FDR directly embedded his staff in Congress and told them what they were going to do, and vigorously attacked anyone who got in the way of his agenda by any means necessary, including using the FBI and IRS against them, denying them federal funds, etc. He also was very effective at bullying the press - look at what went on with radio licenses. He even (via the Black Committee and FCC) conducted mass surveillance on his political enemies.
FDR did have a lot of support in Congress but brutally punishing people is what made him effective. He was certainly one of the most authoritarian Presidents in American history and we should probably thank our lucky stars he was a good one.
> These same assholes want to go back to the 50s because it was very good for white male americans
I really want to know when this was because all the men (white or not) who worked the mills and the mines in my memory were effectively functional alcoholics because life sucked so much.
Its anemoia - nostalgia for a time you didn't live through.
They don't want the actual 50s, they want an illusion of what they saw on TV shows depicting white, wealthy, suburbia.
> The working class abandoned democrats, not the other way around, when LBJ decided that the Civil Rights Act was a good thing, and got bipartisan support for it.
Odd, that the working class stayed with the Democrats for half a century after your claimed divergence.
It is true that progressive politics played a major role in the shift in the 2010s. But neither is that equivalent to the CRA, nor does it answer the question of why the working class reoriented around stupid bullshit.

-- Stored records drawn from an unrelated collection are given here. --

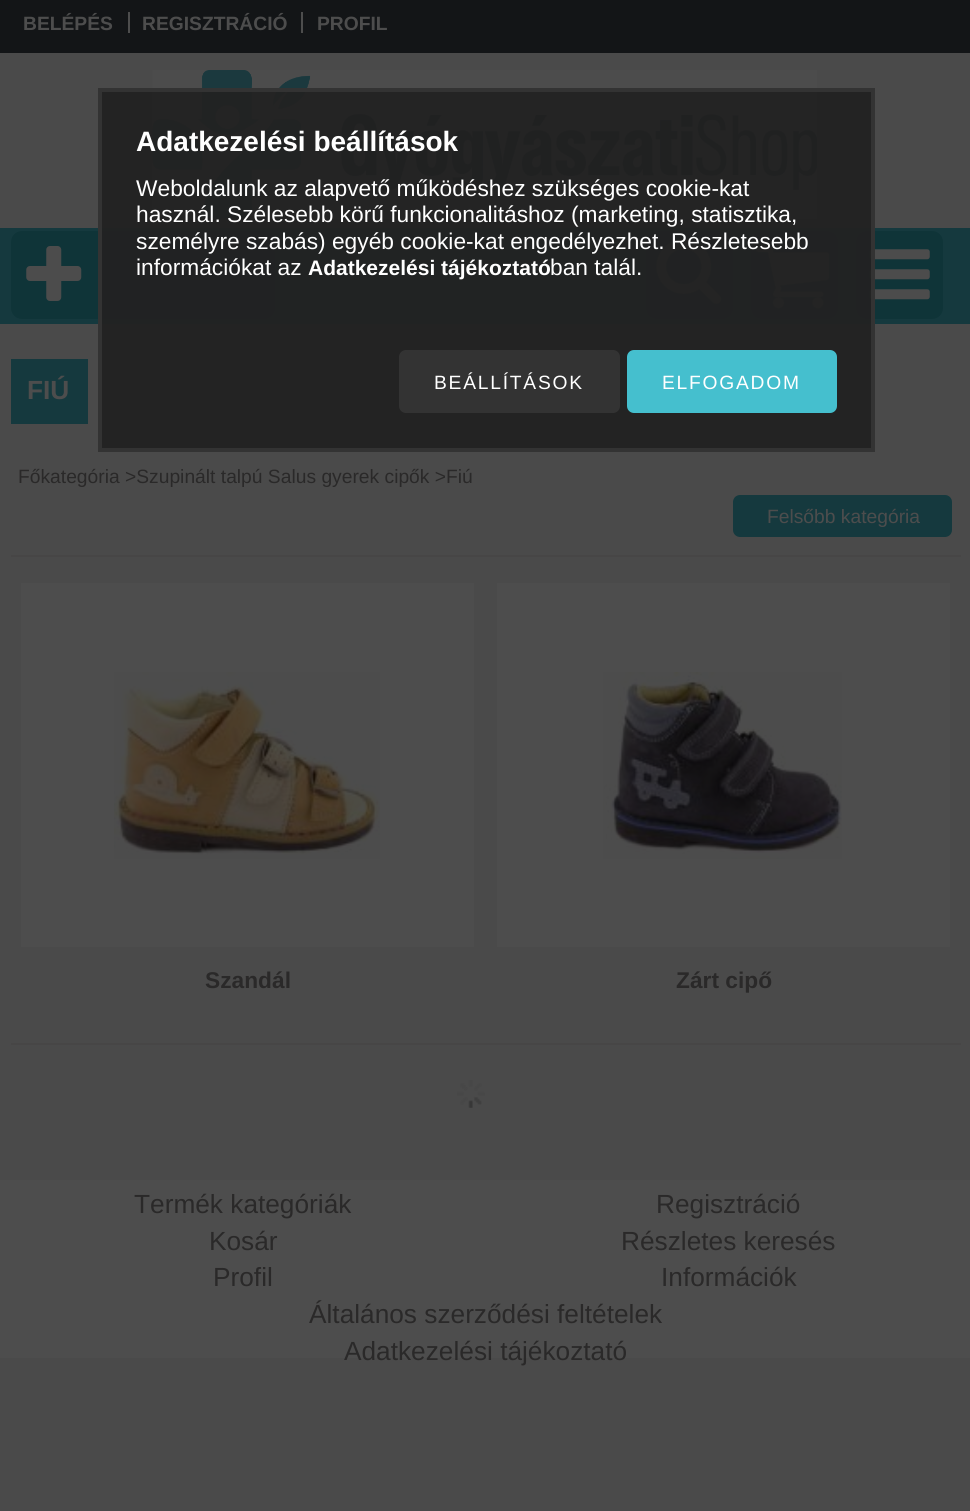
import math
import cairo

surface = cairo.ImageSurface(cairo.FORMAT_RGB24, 970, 1511)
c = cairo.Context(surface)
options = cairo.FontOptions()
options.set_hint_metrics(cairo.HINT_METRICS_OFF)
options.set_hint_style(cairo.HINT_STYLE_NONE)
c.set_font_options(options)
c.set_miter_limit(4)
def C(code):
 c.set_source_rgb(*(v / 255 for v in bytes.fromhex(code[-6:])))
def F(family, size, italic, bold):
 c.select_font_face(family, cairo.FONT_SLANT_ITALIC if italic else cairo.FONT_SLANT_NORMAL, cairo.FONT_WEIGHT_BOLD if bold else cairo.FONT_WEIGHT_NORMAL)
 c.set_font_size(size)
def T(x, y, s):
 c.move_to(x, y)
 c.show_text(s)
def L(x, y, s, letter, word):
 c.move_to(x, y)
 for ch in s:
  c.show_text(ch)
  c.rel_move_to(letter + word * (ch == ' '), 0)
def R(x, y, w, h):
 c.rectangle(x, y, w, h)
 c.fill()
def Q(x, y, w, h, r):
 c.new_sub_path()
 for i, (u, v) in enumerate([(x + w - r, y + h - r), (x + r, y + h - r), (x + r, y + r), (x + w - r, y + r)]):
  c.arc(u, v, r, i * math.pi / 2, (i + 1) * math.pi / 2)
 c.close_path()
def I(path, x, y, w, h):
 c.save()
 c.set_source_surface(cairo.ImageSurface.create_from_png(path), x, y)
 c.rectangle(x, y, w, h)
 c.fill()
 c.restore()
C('4a4a4a')
c.paint()
C('131517')
R(0,0,970,53)
F('Liberation Sans',19.25,0,1)
C('4d4d4d')
T(23,30,'BELÉPÉS')
R(128,12,2,21)
T(142,30,'REGISZTRÁCIÓ')
R(301,12,2,21)
T(317,30,'PROFIL')
I('1.png',152,70,666,149)
C('15393e')
R(0,228,970,96)
C('0f3438')
Q(11,231,264,88,11)
c.fill()
I('2.png',26,246,56,55)
Q(646,231,87,88,11)
c.fill()
I('3.png',656,239,66,65)
Q(751,231,87,88,11)
c.fill()
I('4.png',756,246,74,63)
Q(856,231,87,88,11)
c.fill()
I('5.png',869,249,61,51)
C('15393e')
R(11,359,77,65)
F('Liberation Sans',26.25,0,1)
C('4d4d4d')
T(27,399,'FIÚ')
F('Liberation Sans',19.25,0,0)
C('2a2929')
T(18,483,'Főkategória >Szupinált talpú Salus gyerek cipők >Fiú')
C('15393e')
Q(733,495,219,42,7)
c.fill()
C('4d4d4d')
T(767,523,'Felsőbb kategória')
C('474646')
R(11,555,950,2)
C('4d4d4d')
R(21,583,453,364)
I('6.png',114,672,266,187)
F('Liberation Sans',22.75,0,1)
C('2a2929')
T(205,988,'Szandál')
C('4d4d4d')
R(497,583,453,364)
I('7.png',603,672,239,187)
C('2a2929')
T(676,988,'Zárt cipő')
C('474646')
R(11,1043,950,2)
I('8.png',457,1080,28,28)
C('4d4d4d')
R(0,1180,970,178)
F('Liberation Sans',26.25,0,0)
C('2a2929')
T(134,1213,'Termék kategóriák')
T(656,1213,'Regisztráció')
T(209,1250,'Kosár')
T(621,1250,'Részletes keresés')
T(213,1286,'Profil')
T(661,1286,'Információk')
T(309,1323,'Általános szerződési feltételek')
T(344,1360,'Adatkezelési tájékoztató')
c.set_source_rgba(0.133,0.133,0.133,0.95)
c.rectangle(100,90,773,360)
c.fill_preserve()
C('333333')
c.set_line_width(4)
c.stroke()
F('Liberation Sans',28,0,1)
C('ffffff')
T(136,151,'Adatkezelési beállítások')
F('Liberation Sans',22.75,0,0)
T(136,196,'Weboldalunk az alapvető működéshez szükséges cookie-kat')
T(136,222,'használ. Szélesebb körű funkcionalitáshoz (marketing, statisztika,')
T(136,249,'személyre szabás) egyéb cookie-kat engedélyezhet. Részletesebb')
T(136,275,'információkat az')
F('Liberation Sans',21,0,1)
T(308,275,'Adatkezelési tájékoztató')
F('Liberation Sans',22.75,0,0)
T(550,275,'ban talál.')
C('333333')
Q(399,350,221,63,7)
c.fill()
F('Liberation Sans',19.25,0,0)
C('ffffff')
L(434,389,'BEÁLLÍTÁSOK',1.75,0)
C('45bfce')
Q(627,350,210,63,7)
c.fill()
C('ffffff')
L(662,389,'ELFOGADOM',1.75,0)
surface.write_to_png('o.png')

That latter, deeper issue has to do with the governing and professional classes of the US, which have shifted toward symbolic and procedural issues over broad material wellbeing, mostly because symbolic shit doesn't adversely affect professional classes' pocketbooks that much.

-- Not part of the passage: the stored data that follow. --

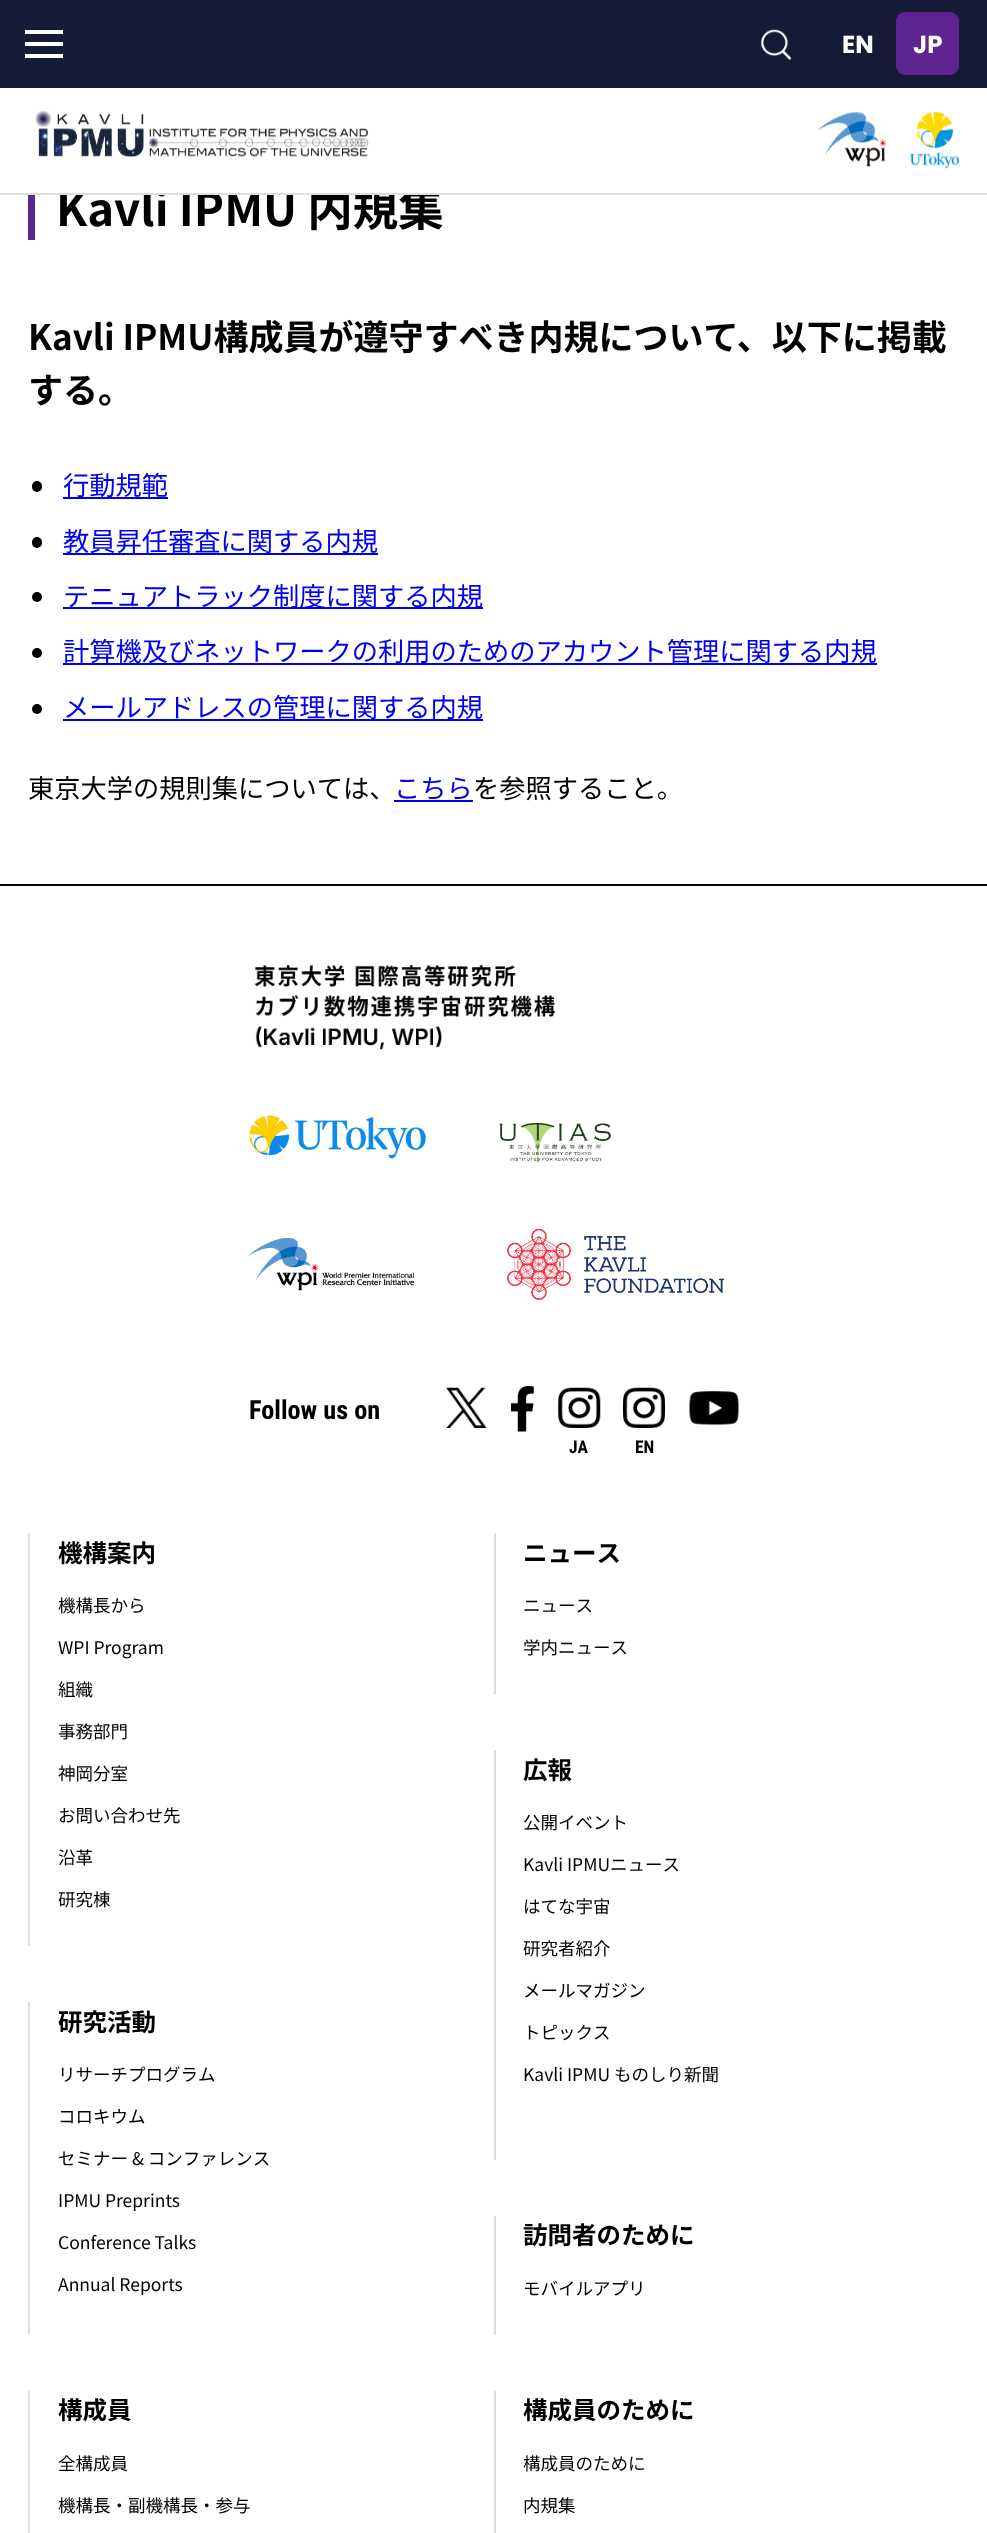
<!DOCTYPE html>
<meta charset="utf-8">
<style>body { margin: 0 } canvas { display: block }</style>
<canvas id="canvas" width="987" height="2533"></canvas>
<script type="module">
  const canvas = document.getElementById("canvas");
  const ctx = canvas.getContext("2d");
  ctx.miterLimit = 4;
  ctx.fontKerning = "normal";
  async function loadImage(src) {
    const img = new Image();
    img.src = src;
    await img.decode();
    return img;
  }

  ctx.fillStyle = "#ffffff";
  ctx.fillRect(0, 0, 987, 2533);
  ctx.font = "bold 45.5px Noto Sans JP";
  ctx.fillStyle = "#000000";
  ctx.fillText("Kavli IPMU 内規集", 56, 226);
  ctx.fillStyle = "#ffffff";
  ctx.fillRect(60, 187, 380, 6);
  ctx.fillStyle = "#dedede";
  ctx.fillRect(0, 193, 987, 2);
  ctx.fillStyle = "#151b36";
  ctx.fillRect(0, 0, 987, 88);
  ctx.fillStyle = "#ffffff";
  ctx.fillRect(25, 42, 38, 4);
  ctx.fillRect(25, 30, 38, 4);
  ctx.fillRect(25, 54, 38, 4);
  ctx.drawImage(await loadImage("img1.png"), 35, 110, 334, 48);
  ctx.drawImage(await loadImage("img2.png"), 817, 111, 70, 56);
  ctx.drawImage(await loadImage("img3.png"), 910, 111, 49, 58);
  ctx.drawImage(await loadImage("img4.png"), 761, 29, 30, 31);
  ctx.font = "bold 24.5px Poppins";
  ctx.fillText("EN", 842, 53);
  ctx.fillStyle = "#5e2590";
  ctx.beginPath();
  ctx.roundRect(896, 12, 63, 63, 9);
  ctx.fill();
  ctx.fillStyle = "#ffffff";
  ctx.fillText("JP", 913, 53);
  ctx.fillStyle = "#5e2590";
  ctx.fillRect(28, 195, 7, 45);
  ctx.font = "bold 35px Noto Sans JP";
  ctx.fillStyle = "#000000";
  ctx.fillText("Kavli IPMU構成員が遵守すべき内規について、以下に掲載", 28, 350);
  ctx.fillText("する。", 28, 403);
  ctx.beginPath();
  ctx.roundRect(32, 481, 10, 11, 5);
  ctx.fill();
  ctx.fillStyle = "#0000ee";
  ctx.fillRect(63, 497, 105, 2);
  ctx.font = "26.25px Noto Sans JP";
  ctx.fillText("行動規範", 63, 495);
  ctx.fillStyle = "#000000";
  ctx.beginPath();
  ctx.roundRect(32, 537, 10, 11, 5);
  ctx.fill();
  ctx.fillStyle = "#0000ee";
  ctx.fillRect(63, 553, 315, 2);
  ctx.fillText("教員昇任審査に関する内規", 63, 551);
  ctx.fillStyle = "#000000";
  ctx.beginPath();
  ctx.arc(37, 597, 5, 0, Math.PI * 2);
  ctx.fill();
  ctx.fillStyle = "#0000ee";
  ctx.fillRect(63, 607, 420, 2);
  ctx.fillText("テニュアトラック制度に関する内規", 63, 606);
  ctx.fillStyle = "#000000";
  ctx.beginPath();
  ctx.arc(37, 653, 5, 0, Math.PI * 2);
  ctx.fill();
  ctx.fillStyle = "#0000ee";
  ctx.fillRect(63, 663, 814, 2);
  ctx.fillText("計算機及びネットワークの利用のためのアカウント管理に関する内規", 63, 661);
  ctx.fillStyle = "#000000";
  ctx.beginPath();
  ctx.arc(37, 709, 5, 0, Math.PI * 2);
  ctx.fill();
  ctx.fillStyle = "#0000ee";
  ctx.fillRect(63, 719, 420, 2);
  ctx.fillText("メールアドレスの管理に関する内規", 63, 717);
  ctx.fillStyle = "#000000";
  ctx.fillText("東京大学の規則集については、", 28, 798);
  ctx.fillStyle = "#0000ee";
  ctx.fillText("こちら", 394, 798);
  ctx.fillRect(394, 800, 79, 2);
  ctx.fillStyle = "#000000";
  ctx.fillText("を参照すること。", 473, 798);
  ctx.fillRect(0, 884, 987, 2);
  ctx.drawImage(await loadImage("img5.png"), 254, 964, 301, 86);
  ctx.drawImage(await loadImage("img6.png"), 249, 1115, 177, 45);
  ctx.drawImage(await loadImage("img7.png"), 499, 1123, 112, 40);
  ctx.drawImage(await loadImage("img8.png"), 248, 1238, 167, 53);
  ctx.drawImage(await loadImage("img9.png"), 507, 1229, 218, 71);
  ctx.font = "bold 26.25px Roboto Condensed";
  ctx.fillText("Follow us on", 249, 1419);
  ctx.drawImage(await loadImage("img10.png"), 446, 1387, 41, 41);
  ctx.drawImage(await loadImage("img11.png"), 511, 1386, 23, 46);
  ctx.drawImage(await loadImage("img12.png"), 689, 1391, 50, 34);
  ctx.drawImage(await loadImage("img13.png"), 558, 1387, 43, 41);
  ctx.font = "bold 17.5px Roboto Condensed";
  ctx.fillText("JA", 569, 1453);
  ctx.drawImage(await loadImage("img14.png"), 623, 1387, 42, 41);
  ctx.fillText("EN", 635, 1453);
  ctx.fillStyle = "#dedede";
  ctx.fillRect(28, 1533, 2, 413);
  ctx.font = "bold 24.5px Noto Sans JP";
  ctx.fillStyle = "#000000";
  ctx.fillText("機構案内", 58, 1562);
  ctx.font = "17.5px Noto Sans JP";
  ctx.fillText("機構長から", 58, 1612);
  ctx.fillText("WPI Program", 58, 1654);
  ctx.fillText("組織", 58, 1696);
  ctx.fillText("事務部門", 58, 1738);
  ctx.fillText("神岡分室", 58, 1780);
  ctx.fillText("お問い合わせ先", 58, 1822);
  ctx.fillText("沿革", 58, 1864);
  ctx.fillText("研究棟", 58, 1906);
  ctx.fillStyle = "#dedede";
  ctx.fillRect(494, 1533, 2, 161);
  ctx.font = "bold 24.5px Noto Sans JP";
  ctx.fillStyle = "#000000";
  ctx.fillText("ニュース", 523, 1562);
  ctx.font = "17.5px Noto Sans JP";
  ctx.fillText("ニュース", 523, 1612);
  ctx.fillText("学内ニュース", 523, 1654);
  ctx.fillStyle = "#dedede";
  ctx.fillRect(494, 1750, 2, 410);
  ctx.font = "bold 24.5px Noto Sans JP";
  ctx.fillStyle = "#000000";
  ctx.fillText("広報", 523, 1779);
  ctx.font = "17.5px Noto Sans JP";
  ctx.fillText("公開イベント", 523, 1829);
  ctx.fillText("Kavli IPMUニュース", 523, 1871);
  ctx.fillText("はてな宇宙", 523, 1913);
  ctx.fillText("研究者紹介", 523, 1955);
  ctx.fillText("メールマガジン", 523, 1997);
  ctx.fillText("トピックス", 523, 2039);
  ctx.fillText("Kavli IPMU ものしり新聞", 523, 2081);
  ctx.fillStyle = "#dedede";
  ctx.fillRect(28, 2002, 2, 333);
  ctx.font = "bold 24.5px Noto Sans JP";
  ctx.fillStyle = "#000000";
  ctx.fillText("研究活動", 58, 2031);
  ctx.font = "17.5px Noto Sans JP";
  ctx.fillText("リサーチプログラム", 58, 2081);
  ctx.fillText("コロキウム", 58, 2123);
  ctx.fillText("セミナー & コンファレンス", 58, 2165);
  ctx.fillText("IPMU Preprints", 58, 2207);
  ctx.fillText("Conference Talks", 58, 2249);
  ctx.fillText("Annual Reports", 58, 2291);
  ctx.fillStyle = "#dedede";
  ctx.fillRect(494, 2216, 2, 119);
  ctx.font = "bold 24.5px Noto Sans JP";
  ctx.fillStyle = "#000000";
  ctx.fillText("訪問者のために", 523, 2244);
  ctx.font = "17.5px Noto Sans JP";
  ctx.fillText("モバイルアプリ", 523, 2295);
  ctx.fillStyle = "#dedede";
  ctx.fillRect(28, 2391, 2, 142);
  ctx.font = "bold 24.5px Noto Sans JP";
  ctx.fillStyle = "#000000";
  ctx.fillText("構成員", 58, 2419);
  ctx.font = "17.5px Noto Sans JP";
  ctx.fillText("全構成員", 58, 2470);
  ctx.fillText("機構長・副機構長・参与", 58, 2512);
  ctx.fillStyle = "#dedede";
  ctx.fillRect(494, 2391, 2, 142);
  ctx.font = "bold 24.5px Noto Sans JP";
  ctx.fillStyle = "#000000";
  ctx.fillText("構成員のために", 523, 2419);
  ctx.font = "17.5px Noto Sans JP";
  ctx.fillText("構成員のために", 523, 2470);
  ctx.fillText("内規集", 523, 2512);
</script>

There is also the matter that the American political leadership managed to maintain some level of economic prosperity for the white working class in the intervening decades. Now that is collapsing, and the old narratives have returned.
The white working class and professional managerial class are in fact largely aligned in their zero sum assessments of the current situation. They differ principally on the nature of the solutions. No one on the left has the courage to acknowledge this, much less attack it.